Your task is to transcribe all the entries exactly, excluding pictures.

═══ PROVIDED RECORDS ═══

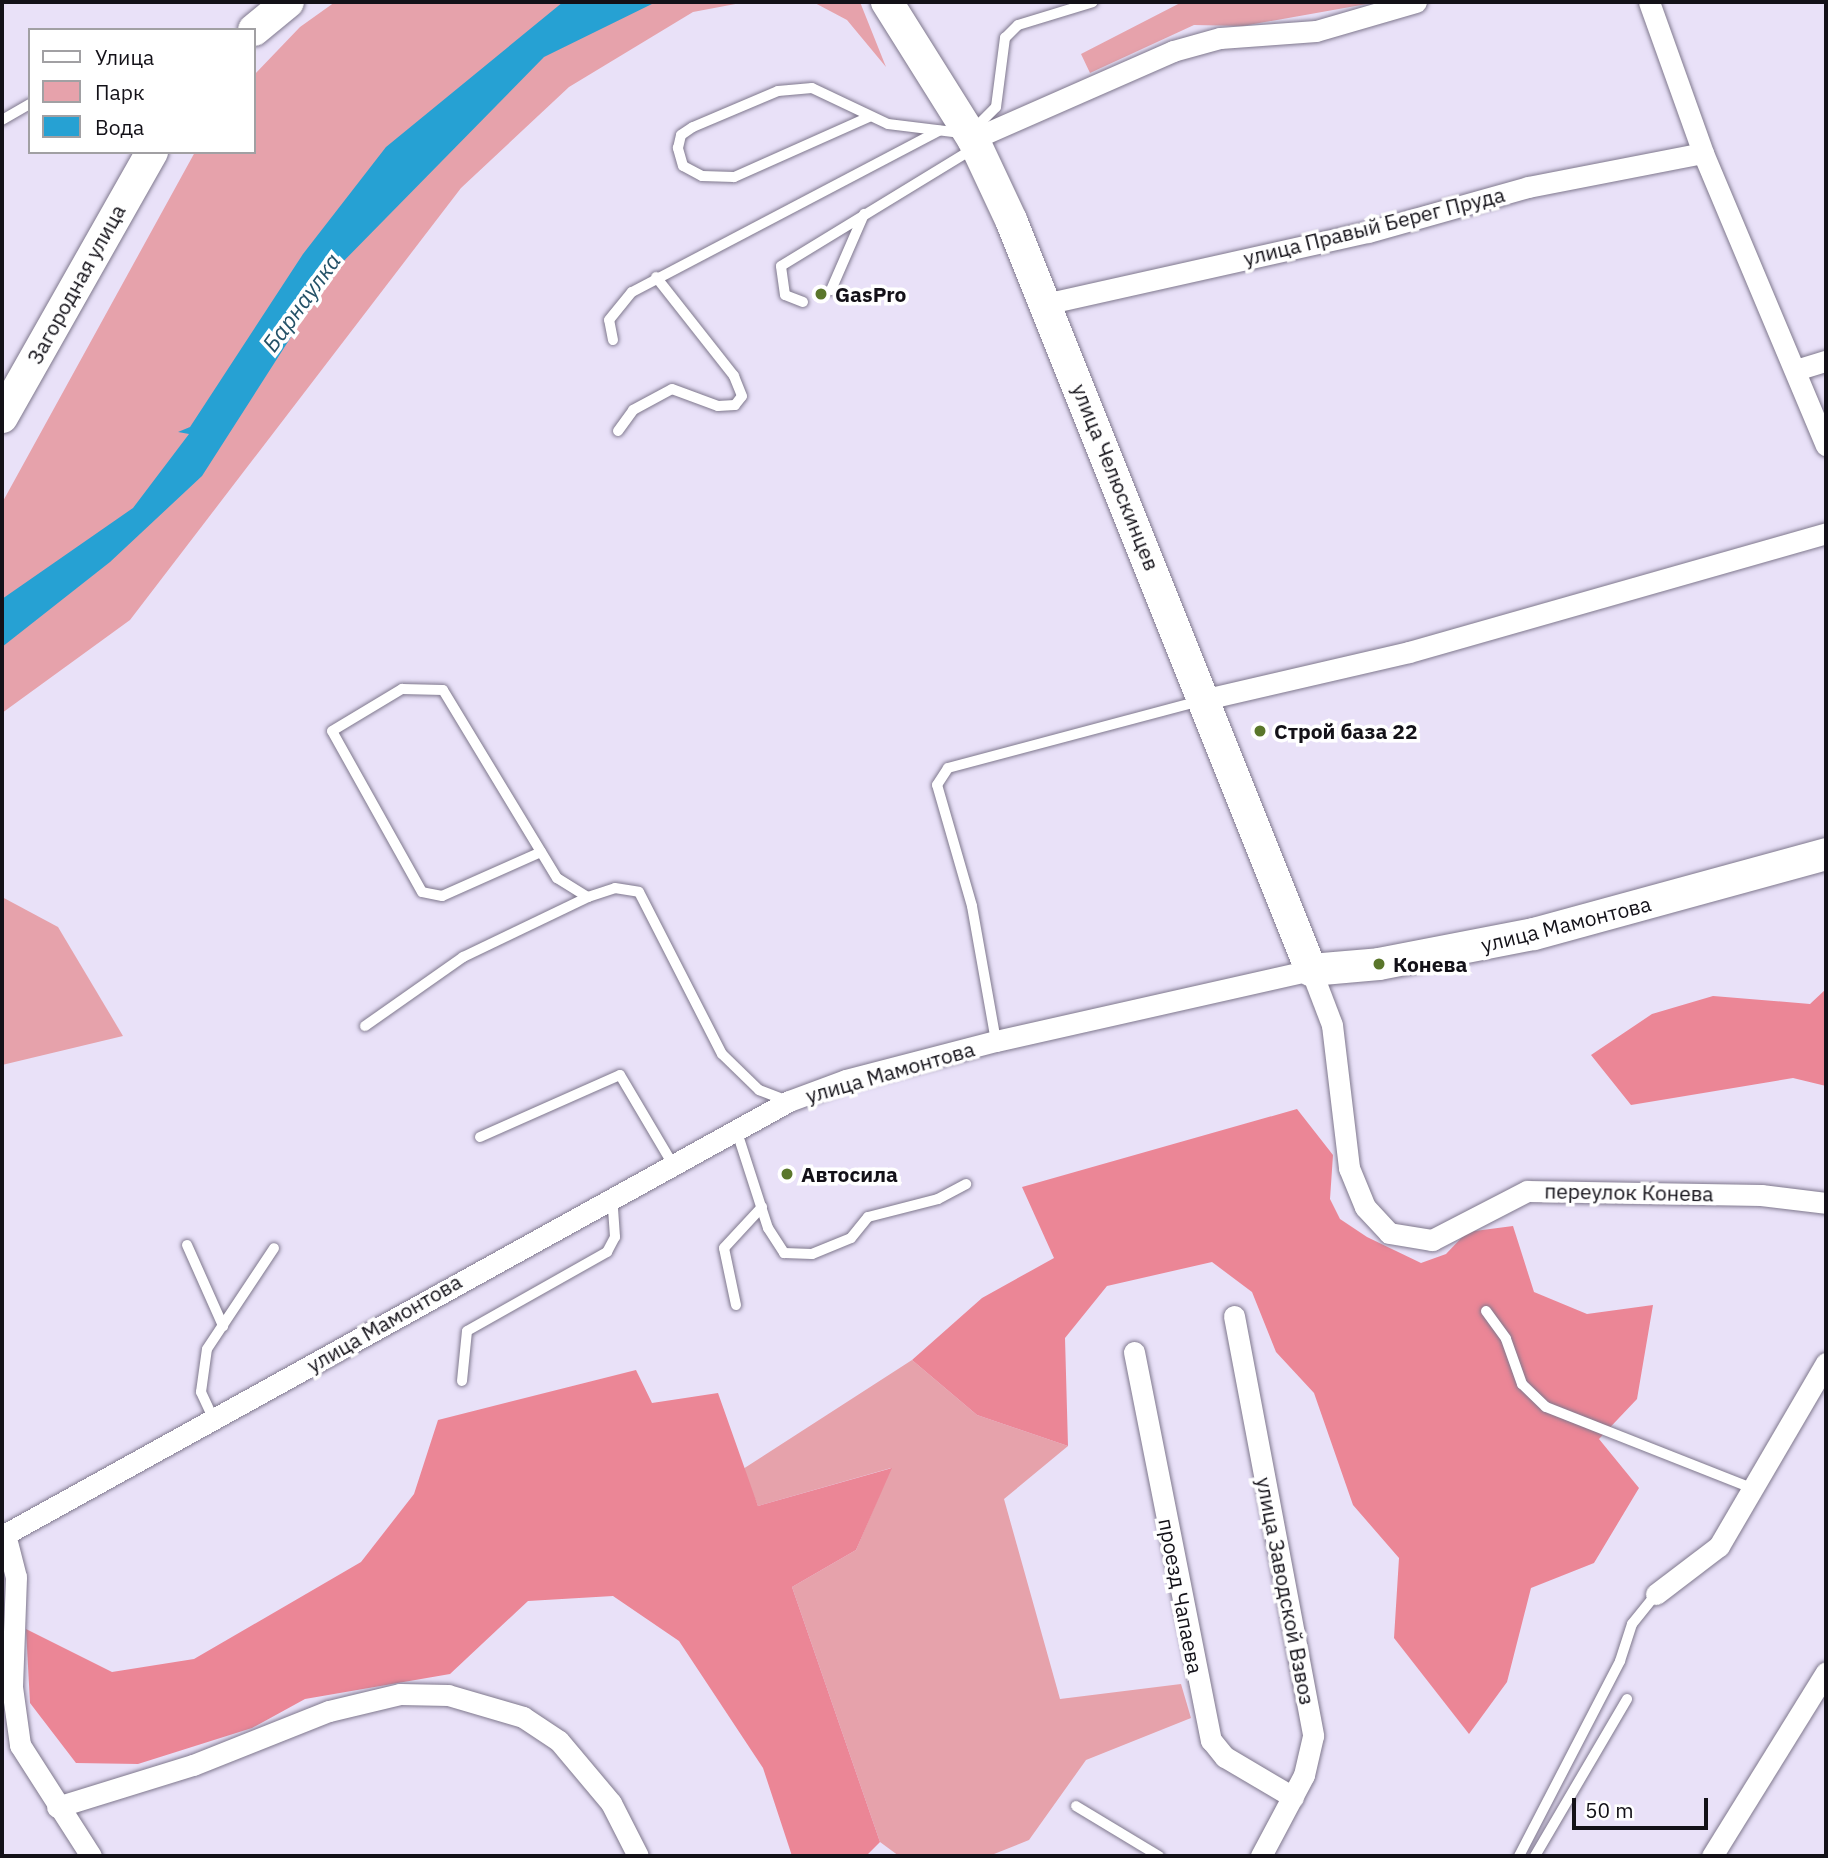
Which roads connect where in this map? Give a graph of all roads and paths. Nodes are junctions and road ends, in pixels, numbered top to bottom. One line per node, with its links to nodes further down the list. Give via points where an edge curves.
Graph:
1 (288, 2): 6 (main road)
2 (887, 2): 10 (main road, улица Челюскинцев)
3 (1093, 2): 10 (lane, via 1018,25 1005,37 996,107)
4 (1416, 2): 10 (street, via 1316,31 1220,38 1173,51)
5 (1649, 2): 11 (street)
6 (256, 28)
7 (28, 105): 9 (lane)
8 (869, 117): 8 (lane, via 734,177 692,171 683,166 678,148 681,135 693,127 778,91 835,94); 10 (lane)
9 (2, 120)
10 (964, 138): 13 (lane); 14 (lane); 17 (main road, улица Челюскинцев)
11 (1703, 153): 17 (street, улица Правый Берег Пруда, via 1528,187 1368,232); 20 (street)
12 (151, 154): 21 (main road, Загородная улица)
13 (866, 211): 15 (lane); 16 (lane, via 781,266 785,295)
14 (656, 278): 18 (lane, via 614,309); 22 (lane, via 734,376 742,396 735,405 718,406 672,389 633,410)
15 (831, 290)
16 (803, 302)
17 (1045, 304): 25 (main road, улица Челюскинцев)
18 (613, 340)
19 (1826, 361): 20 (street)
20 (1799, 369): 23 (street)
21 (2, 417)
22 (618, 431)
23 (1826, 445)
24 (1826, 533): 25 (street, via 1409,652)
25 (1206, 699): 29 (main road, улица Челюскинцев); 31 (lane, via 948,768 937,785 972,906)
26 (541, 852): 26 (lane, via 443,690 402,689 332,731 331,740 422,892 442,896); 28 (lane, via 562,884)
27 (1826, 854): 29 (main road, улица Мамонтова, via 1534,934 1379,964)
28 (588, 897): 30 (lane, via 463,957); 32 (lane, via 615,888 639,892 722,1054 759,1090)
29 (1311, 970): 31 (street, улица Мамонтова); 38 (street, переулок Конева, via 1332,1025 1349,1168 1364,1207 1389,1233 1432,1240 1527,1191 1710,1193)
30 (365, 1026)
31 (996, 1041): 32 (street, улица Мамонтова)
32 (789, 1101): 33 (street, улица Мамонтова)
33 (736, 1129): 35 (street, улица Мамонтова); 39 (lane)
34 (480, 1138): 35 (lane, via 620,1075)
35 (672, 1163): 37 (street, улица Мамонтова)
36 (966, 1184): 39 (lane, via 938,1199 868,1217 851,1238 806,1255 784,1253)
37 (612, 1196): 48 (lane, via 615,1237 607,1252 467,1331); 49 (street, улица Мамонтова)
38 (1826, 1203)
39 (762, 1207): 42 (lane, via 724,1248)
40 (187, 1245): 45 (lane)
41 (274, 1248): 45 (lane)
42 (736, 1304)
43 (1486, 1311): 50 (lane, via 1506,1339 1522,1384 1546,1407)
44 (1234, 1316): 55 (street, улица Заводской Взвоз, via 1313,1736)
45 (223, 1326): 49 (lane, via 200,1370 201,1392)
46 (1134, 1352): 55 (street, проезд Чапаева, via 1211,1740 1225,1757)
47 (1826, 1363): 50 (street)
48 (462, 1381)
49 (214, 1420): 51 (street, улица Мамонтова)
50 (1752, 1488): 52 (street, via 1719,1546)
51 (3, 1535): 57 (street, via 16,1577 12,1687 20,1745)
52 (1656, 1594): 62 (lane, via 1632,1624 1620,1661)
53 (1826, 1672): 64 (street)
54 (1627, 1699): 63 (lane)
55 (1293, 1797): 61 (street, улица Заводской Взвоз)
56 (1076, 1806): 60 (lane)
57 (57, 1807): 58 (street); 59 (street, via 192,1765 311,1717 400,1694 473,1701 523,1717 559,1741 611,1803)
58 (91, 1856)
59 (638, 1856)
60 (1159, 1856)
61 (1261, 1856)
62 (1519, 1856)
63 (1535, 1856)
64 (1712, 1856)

═══

## EXERCISE SOLUTION
Which roads connect where in this map? Give a graph of all roads and paths. Nodes are junctions and road ends, in pixels, numbered top to bottom. One line per node, with its links to nodes further down the list. Give via points where an edge curves.
Graph:
1 (288, 2): 6 (main road)
2 (887, 2): 10 (main road, улица Челюскинцев)
3 (1093, 2): 10 (lane, via 1018,25 1005,37 996,107)
4 (1416, 2): 10 (street, via 1316,31 1220,38 1173,51)
5 (1649, 2): 11 (street)
6 (256, 28)
7 (28, 105): 9 (lane)
8 (869, 117): 8 (lane, via 734,177 692,171 683,166 678,148 681,135 693,127 778,91 835,94); 10 (lane)
9 (2, 120)
10 (964, 138): 13 (lane); 14 (lane); 17 (main road, улица Челюскинцев)
11 (1703, 153): 17 (street, улица Правый Берег Пруда, via 1528,187 1368,232); 20 (street)
12 (151, 154): 21 (main road, Загородная улица)
13 (866, 211): 15 (lane); 16 (lane, via 781,266 785,295)
14 (656, 278): 18 (lane, via 614,309); 22 (lane, via 734,376 742,396 735,405 718,406 672,389 633,410)
15 (831, 290)
16 (803, 302)
17 (1045, 304): 25 (main road, улица Челюскинцев)
18 (613, 340)
19 (1826, 361): 20 (street)
20 (1799, 369): 23 (street)
21 (2, 417)
22 (618, 431)
23 (1826, 445)
24 (1826, 533): 25 (street, via 1409,652)
25 (1206, 699): 29 (main road, улица Челюскинцев); 31 (lane, via 948,768 937,785 972,906)
26 (541, 852): 26 (lane, via 443,690 402,689 332,731 331,740 422,892 442,896); 28 (lane, via 562,884)
27 (1826, 854): 29 (main road, улица Мамонтова, via 1534,934 1379,964)
28 (588, 897): 30 (lane, via 463,957); 32 (lane, via 615,888 639,892 722,1054 759,1090)
29 (1311, 970): 31 (street, улица Мамонтова); 38 (street, переулок Конева, via 1332,1025 1349,1168 1364,1207 1389,1233 1432,1240 1527,1191 1710,1193)
30 (365, 1026)
31 (996, 1041): 32 (street, улица Мамонтова)
32 (789, 1101): 33 (street, улица Мамонтова)
33 (736, 1129): 35 (street, улица Мамонтова); 39 (lane)
34 (480, 1138): 35 (lane, via 620,1075)
35 (672, 1163): 37 (street, улица Мамонтова)
36 (966, 1184): 39 (lane, via 938,1199 868,1217 851,1238 806,1255 784,1253)
37 (612, 1196): 48 (lane, via 615,1237 607,1252 467,1331); 49 (street, улица Мамонтова)
38 (1826, 1203)
39 (762, 1207): 42 (lane, via 724,1248)
40 (187, 1245): 45 (lane)
41 (274, 1248): 45 (lane)
42 (736, 1304)
43 (1486, 1311): 50 (lane, via 1506,1339 1522,1384 1546,1407)
44 (1234, 1316): 55 (street, улица Заводской Взвоз, via 1313,1736)
45 (223, 1326): 49 (lane, via 200,1370 201,1392)
46 (1134, 1352): 55 (street, проезд Чапаева, via 1211,1740 1225,1757)
47 (1826, 1363): 50 (street)
48 (462, 1381)
49 (214, 1420): 51 (street, улица Мамонтова)
50 (1752, 1488): 52 (street, via 1719,1546)
51 (3, 1535): 57 (street, via 16,1577 12,1687 20,1745)
52 (1656, 1594): 62 (lane, via 1632,1624 1620,1661)
53 (1826, 1672): 64 (street)
54 (1627, 1699): 63 (lane)
55 (1293, 1797): 61 (street, улица Заводской Взвоз)
56 (1076, 1806): 60 (lane)
57 (57, 1807): 58 (street); 59 (street, via 192,1765 311,1717 400,1694 473,1701 523,1717 559,1741 611,1803)
58 (91, 1856)
59 (638, 1856)
60 (1159, 1856)
61 (1261, 1856)
62 (1519, 1856)
63 (1535, 1856)
64 (1712, 1856)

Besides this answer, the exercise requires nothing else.